Horse Meat
Horse meat is eaten regularly by many Europeans

A Dutchman at the centre of the 2013 European horse meat scandal has been arrested in Spain accused of masterminding another illegal horse meat operation.

Jan Fasen was one of 25 people arrested in Spain, on 4 April, allegedly involved in large-scale horse-meat fraud, supplying food for human consumption in Belgium, Italy, Romania, the Netherlands and France.

Spanish authorities say Fasen is the ringleader of the syndicate, which allegedly slaughtered stolen and sick horses before sending them into the food chain, El Pais reports.

Police claim the gang forged documents to pass off ordinary domesticated and wild horses as those specifically farmed for meat production (abastos).

Fasen's company Draap was at the centre of investigations into the infamous 2013 horse meat scandal that reverberated around Europe.

The firm was found, in 2013, to have been buying horse meat from Romanian slaughterhouses and selling it to French meat processing company Spanghero.

Fasen maintained the produce was clearly labelled as horse meat when he sold it on to the French firm although Spanghero claimed that it arrived labelled 'Beef — originating from EU'.

AfP reported that he had been charged in 2014 but IBTimes UK could not confirm if he ever stood trial. In November 2015 the Netherlands Times reported that a trial date had still not been fixed.

Fasen had previously been convicted for food fraud. In 2013 he was handed a six month suspended sentence and fined €50,000 (£43,000, $53,000) for selling horse meat as halal beef in 2007-2008, according to The Financial Times.
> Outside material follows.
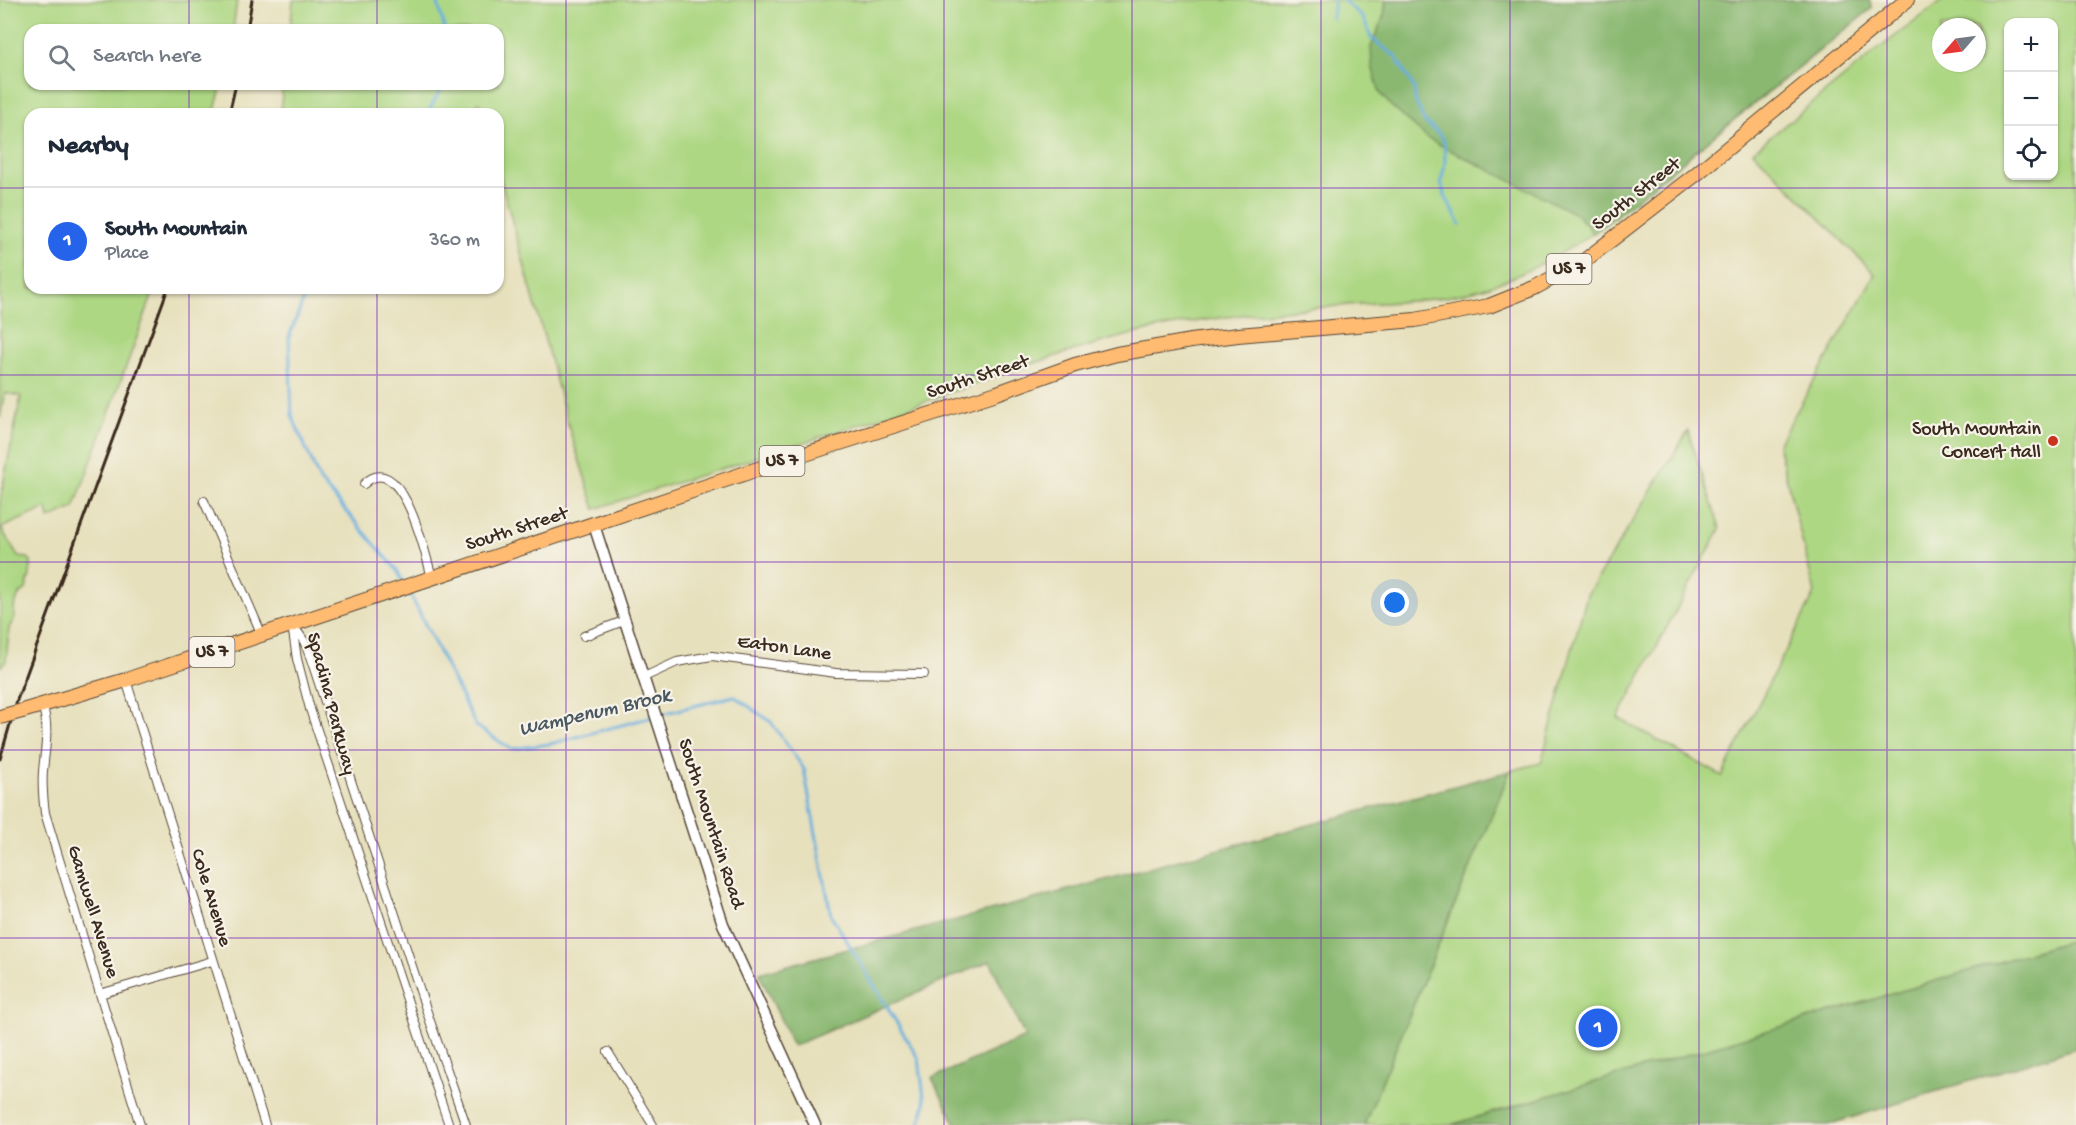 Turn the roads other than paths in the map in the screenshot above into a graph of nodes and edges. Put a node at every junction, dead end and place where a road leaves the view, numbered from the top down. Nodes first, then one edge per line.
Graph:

The name of his old company, Draap, is the Dutch word for 'horse' backwards – praad.

His latest operation is not alleged to have involved the passing off of horse meat as any other meat. Rather it concerns the slaughtering of non-abasto horses at two sites in the Spanish province of Lyon.

The Spanish Civil Guard allege that Fasen's team passed sick and stolen horses off as abasto without subjecting them to the appropriate veterinary controls.

The 25 detainees, who were swooped on by police across 16 Spanish provinces, have been charged with crimes against public health, document forgery, membership of a criminal organisation and money laundering.